Sensor detects toxic herbicides.

This result not only keeps pace with international research trends but also opens up practical applications in environmental monitoring and production safety assurance.

Glyphosate is one of the most widely used herbicides in the world since 1974. Due to the strong carbon-phosphorus bonds in its molecule, this compound is difficult to break down naturally, thus it can persist for a long time in soil and water. Many studies have shown that prolonged exposure to glyphosate can pose health risks to humans such as miscarriage, birth defects, or genetic mutations. Furthermore, when concentrations exceed permissible limits, glyphosate is toxic to aquatic organisms, polluting water sources and negatively impacting biodiversity. In this context, detecting and monitoring glyphosate residues in the environment has become a critical requirement for agricultural management and public health protection.

However, current analytical methods such as high-performance liquid chromatography (HPLC), gas chromatography (GC), or capillary electrophoresis, while offering high accuracy, require expensive equipment, complex sample processing procedures, and are difficult to implement on a large scale.

Based on this reality, a research team led by Associate Professor, Dr. Vu Thi Thu Ha has developed a new solution: an electrochemical sensor using an improved metal-organic framework (MOF) material, allowing for the rapid, accurate, and much lower-cost detection of trace amounts of glyphosate compared to traditional methods. This result was realized in a project funded by the Vietnam Academy of Science and Technology: "Fabrication of metal-organic framework (MOF) materials capable of effectively adsorbing glyphosate and application in the development of an electrochemical sensor for detecting trace amounts of glyphosate in the environment".

The electrochemical sensor is fabricated from two main materials: CuBTC and Zr-CuBTC. Zr-CuBTC is a metal-metal hybrid material chosen for its superior glyphosate capture ability. Replacing a portion of copper (Cu) with zirconium (Zr) expands the material's pore structure, facilitating glyphosate molecules' penetration and adsorption onto the sensor surface. Simultaneously, the new material significantly improves electrical conductivity, demonstrated by a sharp reduction in transmission resistance from 2,464 Ω (for CuBTC) to 703.3 Ω, indicating a marked improvement in conductivity.

Thanks to these improvements, the Zr-CuBTC sensor on the GCE electrode achieves a detection limit of just 9.0 × 10⁻¹³ M, sensitive enough to detect glyphosate at extremely low concentrations in water. Although some international studies have lower detection thresholds, the group's sensor still stands out due to its high overall performance, good stability, and applicability in real-world environmental conditions. Tests show that the device has a fast response time (only about 4.8 seconds), good repeatability, high selectivity, and is virtually unaffected by common compounds in water samples.

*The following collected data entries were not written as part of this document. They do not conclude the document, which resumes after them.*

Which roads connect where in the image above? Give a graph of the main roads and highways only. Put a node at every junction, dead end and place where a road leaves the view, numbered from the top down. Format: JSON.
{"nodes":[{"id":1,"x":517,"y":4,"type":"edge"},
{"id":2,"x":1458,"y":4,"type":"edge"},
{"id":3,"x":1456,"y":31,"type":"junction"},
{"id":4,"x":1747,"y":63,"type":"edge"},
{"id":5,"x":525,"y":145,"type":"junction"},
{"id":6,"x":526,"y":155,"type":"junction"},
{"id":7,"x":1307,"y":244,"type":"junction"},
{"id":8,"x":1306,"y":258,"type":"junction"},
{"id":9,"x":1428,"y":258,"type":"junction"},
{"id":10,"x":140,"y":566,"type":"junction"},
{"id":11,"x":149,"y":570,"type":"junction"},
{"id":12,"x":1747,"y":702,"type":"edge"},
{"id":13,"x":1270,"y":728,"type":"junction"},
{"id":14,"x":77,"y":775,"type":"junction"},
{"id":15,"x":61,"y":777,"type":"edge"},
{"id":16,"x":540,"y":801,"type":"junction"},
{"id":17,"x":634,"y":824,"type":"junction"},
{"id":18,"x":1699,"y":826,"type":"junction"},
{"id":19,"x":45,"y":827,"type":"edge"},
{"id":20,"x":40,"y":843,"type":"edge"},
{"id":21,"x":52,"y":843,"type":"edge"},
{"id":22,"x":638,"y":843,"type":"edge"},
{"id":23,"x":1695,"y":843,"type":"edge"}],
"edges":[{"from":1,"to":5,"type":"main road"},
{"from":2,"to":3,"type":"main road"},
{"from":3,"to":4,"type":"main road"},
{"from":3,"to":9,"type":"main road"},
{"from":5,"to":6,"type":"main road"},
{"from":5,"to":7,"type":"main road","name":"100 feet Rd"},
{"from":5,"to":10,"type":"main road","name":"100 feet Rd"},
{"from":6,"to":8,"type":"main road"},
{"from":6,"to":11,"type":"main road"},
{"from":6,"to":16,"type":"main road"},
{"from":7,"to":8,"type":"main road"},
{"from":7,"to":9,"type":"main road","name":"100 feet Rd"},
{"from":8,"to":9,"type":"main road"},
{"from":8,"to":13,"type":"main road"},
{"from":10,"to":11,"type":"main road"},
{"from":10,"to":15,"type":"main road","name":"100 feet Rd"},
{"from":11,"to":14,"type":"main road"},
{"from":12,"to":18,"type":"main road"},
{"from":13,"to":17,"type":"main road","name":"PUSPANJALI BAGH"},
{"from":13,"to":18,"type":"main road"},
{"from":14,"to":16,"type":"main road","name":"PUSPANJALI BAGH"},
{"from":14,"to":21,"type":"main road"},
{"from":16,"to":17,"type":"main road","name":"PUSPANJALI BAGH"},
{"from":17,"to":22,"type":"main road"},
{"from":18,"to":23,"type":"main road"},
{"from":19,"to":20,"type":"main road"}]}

Building upon that foundation, the researchers continued to explore ways to overcome the inherent conductivity limitations of MOF materials by combining CuBTC with gold nanoparticles (AuPs). The integration of gold nanoparticles not only enhanced conductivity but also improved the electrocatalytic activity of the sensor. As a result, the team successfully developed a second version – a CuBTC/AuPs sensor – that produced a significantly stronger current signal, enabling the detection of glyphosate at very low concentrations (4.4 × 10⁻¹¹ M). The device also demonstrated high sensitivity, stable operation, and good repeatability under real-world measurement conditions.

Notably, the research did not stop at laboratory testing but was also validated on Red River water samples. Analysis results from the two types of sensors showed high similarity to the LCMS/MS method – a modern, highly accurate technique. This demonstrates that electrochemical sensors have the potential to become a reliable analytical tool, with clear advantages in cost, mobility, and deployment in environmental monitoring.

According to Associate Professor, Dr. Vu Thi Thu Ha, the research team improved the MOF material by integrating gold nanoparticles to enhance conductivity, thereby developing a highly sensitive electrochemical sensor capable of detecting glyphosate with high accuracy and a very low detection limit. The fabricated sensor can be stored for up to 24 hours in a dehumidified environment before use while maintaining stable measurement performance. Therefore, the device is suitable for direct field surveys, requiring no bulky equipment or highly specialized technicians.

With its low cost, simple operation, and immediate usability at the sampling site, this sensor facilitates easy application by local environmental officials, while also reducing the workload on environmental laboratories and agricultural control agencies. The deployment of this sensor for detecting glyphosate residue in the environment will become an effective tool, providing clear scientific evidence for regulatory agencies to strengthen control and enforce legal regulations. Building on these positive initial results, the research team hopes to further optimize the sensor to increase its durability, extend its shelf life, and better suit field conditions.

According to scientists from the Vietnam Academy of Science and Technology, the research results of the project have been published in many prestigious international scientific journals; not only contributing to solving the problem of monitoring pesticide residues in the environment, the electrochemical sensor for detecting glyphosate also demonstrates the ability of scientists at the Academy to master and develop advanced technology.